Exercise brief: From the following material, work out how many lines include the string "this"; respond with the number only.

Entries supplied:
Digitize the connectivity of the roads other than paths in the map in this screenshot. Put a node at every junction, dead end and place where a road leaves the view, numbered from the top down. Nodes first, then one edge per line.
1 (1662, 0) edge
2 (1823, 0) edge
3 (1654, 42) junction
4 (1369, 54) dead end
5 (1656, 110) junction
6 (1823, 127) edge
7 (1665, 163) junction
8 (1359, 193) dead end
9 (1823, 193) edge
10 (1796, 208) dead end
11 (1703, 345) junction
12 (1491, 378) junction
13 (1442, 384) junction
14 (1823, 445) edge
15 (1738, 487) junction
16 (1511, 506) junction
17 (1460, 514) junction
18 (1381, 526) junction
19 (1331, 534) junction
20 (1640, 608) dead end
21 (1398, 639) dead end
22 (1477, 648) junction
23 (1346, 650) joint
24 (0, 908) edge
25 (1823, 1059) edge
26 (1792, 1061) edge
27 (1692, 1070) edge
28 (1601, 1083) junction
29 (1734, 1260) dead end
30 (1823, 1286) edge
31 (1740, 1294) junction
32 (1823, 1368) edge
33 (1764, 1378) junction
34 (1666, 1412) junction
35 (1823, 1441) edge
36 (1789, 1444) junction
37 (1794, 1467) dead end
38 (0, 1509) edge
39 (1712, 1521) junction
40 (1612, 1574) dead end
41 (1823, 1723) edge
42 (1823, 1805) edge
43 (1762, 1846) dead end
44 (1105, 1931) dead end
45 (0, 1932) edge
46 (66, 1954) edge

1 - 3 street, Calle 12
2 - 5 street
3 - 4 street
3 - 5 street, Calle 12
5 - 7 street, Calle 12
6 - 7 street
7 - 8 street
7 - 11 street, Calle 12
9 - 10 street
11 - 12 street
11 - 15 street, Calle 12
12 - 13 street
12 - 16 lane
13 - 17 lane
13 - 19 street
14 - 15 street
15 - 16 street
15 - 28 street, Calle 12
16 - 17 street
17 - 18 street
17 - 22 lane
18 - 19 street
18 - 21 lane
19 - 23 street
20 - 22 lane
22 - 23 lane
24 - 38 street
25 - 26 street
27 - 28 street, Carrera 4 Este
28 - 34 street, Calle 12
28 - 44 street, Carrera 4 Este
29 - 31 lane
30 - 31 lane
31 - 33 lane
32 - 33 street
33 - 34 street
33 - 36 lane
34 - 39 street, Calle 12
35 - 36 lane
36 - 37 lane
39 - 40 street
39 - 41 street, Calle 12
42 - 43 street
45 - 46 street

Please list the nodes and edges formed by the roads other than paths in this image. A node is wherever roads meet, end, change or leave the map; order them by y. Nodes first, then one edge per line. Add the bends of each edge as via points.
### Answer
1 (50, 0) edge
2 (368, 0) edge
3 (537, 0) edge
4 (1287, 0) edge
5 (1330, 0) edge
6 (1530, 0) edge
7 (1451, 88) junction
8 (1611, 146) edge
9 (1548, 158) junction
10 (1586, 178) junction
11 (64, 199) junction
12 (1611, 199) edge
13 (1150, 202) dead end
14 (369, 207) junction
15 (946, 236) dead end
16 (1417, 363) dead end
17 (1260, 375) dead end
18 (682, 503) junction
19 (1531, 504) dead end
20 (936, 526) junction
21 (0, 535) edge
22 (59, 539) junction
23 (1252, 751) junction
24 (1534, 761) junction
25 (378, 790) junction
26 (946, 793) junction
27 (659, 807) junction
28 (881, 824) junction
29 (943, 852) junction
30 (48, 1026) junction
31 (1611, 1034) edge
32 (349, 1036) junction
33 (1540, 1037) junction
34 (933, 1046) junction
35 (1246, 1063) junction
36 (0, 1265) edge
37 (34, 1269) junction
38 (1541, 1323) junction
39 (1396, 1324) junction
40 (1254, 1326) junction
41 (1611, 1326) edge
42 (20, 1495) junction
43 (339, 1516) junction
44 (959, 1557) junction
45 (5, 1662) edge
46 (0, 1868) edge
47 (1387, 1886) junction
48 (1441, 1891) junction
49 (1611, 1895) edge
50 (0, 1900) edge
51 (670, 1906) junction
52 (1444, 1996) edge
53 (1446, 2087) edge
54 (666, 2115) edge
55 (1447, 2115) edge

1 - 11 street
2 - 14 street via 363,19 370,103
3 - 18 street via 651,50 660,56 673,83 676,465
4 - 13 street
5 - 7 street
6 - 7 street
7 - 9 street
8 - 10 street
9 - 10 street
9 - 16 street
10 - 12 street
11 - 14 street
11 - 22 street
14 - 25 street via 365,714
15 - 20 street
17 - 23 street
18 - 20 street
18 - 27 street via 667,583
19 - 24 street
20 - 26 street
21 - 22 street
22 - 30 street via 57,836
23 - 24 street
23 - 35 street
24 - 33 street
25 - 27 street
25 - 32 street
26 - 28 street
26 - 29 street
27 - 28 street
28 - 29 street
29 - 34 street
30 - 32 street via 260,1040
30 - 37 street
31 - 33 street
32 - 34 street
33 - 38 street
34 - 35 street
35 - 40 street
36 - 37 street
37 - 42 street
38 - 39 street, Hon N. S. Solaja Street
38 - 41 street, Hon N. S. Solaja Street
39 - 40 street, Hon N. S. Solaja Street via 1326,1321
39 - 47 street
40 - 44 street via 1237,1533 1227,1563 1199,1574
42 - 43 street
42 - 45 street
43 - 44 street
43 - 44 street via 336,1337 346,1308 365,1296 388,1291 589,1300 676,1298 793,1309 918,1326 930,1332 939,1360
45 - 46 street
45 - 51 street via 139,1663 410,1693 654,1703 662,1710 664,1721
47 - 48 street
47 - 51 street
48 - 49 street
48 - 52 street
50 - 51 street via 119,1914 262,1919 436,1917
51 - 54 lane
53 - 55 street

Solution to the problem: 2